** Goal of the exercise **
Here is a block of records. Copy every line in it that includes "dead".

Entries taken from a collection:
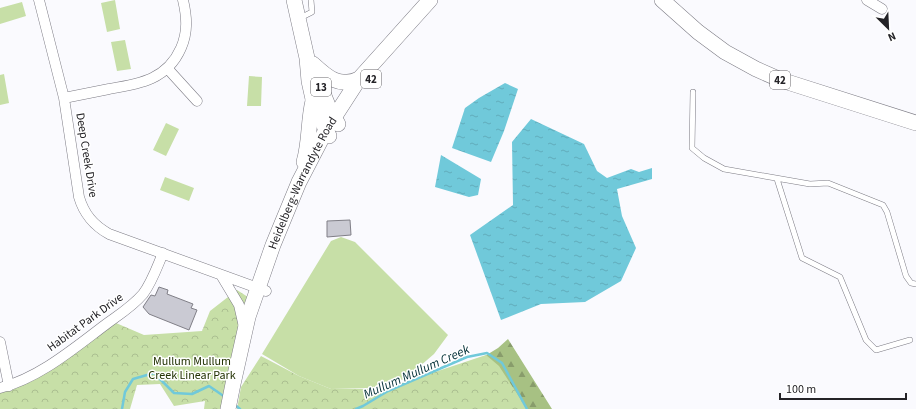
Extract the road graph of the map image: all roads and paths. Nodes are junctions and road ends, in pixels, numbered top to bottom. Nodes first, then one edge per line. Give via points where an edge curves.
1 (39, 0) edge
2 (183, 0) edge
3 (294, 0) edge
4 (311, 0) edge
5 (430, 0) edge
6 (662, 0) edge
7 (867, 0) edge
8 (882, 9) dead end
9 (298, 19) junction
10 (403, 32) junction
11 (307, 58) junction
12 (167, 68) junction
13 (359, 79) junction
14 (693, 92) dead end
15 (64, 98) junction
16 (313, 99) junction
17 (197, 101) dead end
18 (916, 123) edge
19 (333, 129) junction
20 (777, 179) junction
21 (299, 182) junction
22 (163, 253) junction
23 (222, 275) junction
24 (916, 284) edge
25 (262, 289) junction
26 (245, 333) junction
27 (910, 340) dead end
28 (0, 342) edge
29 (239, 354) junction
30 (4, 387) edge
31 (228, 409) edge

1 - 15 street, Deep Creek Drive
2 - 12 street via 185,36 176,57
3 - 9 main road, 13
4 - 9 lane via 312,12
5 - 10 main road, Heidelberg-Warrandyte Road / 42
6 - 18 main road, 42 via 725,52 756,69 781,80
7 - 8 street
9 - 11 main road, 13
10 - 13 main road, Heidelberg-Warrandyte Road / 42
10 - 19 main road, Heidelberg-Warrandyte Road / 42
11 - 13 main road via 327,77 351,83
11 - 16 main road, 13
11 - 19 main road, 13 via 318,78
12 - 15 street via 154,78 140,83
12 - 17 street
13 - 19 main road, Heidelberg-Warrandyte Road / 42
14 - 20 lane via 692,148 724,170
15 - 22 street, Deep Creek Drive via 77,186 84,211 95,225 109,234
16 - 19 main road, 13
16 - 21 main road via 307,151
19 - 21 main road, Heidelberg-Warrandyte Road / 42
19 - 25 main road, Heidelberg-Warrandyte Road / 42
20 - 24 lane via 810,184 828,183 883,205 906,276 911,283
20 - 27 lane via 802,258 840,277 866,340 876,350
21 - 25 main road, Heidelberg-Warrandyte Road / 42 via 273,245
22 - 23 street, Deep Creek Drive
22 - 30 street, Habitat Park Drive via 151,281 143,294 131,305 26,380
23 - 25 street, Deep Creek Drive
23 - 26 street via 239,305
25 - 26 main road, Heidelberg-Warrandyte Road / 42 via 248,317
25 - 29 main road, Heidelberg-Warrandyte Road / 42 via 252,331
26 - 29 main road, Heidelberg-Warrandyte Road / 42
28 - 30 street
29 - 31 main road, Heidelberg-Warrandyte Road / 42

** Solved problem **
8 (882, 9) dead end
14 (693, 92) dead end
17 (197, 101) dead end
27 (910, 340) dead end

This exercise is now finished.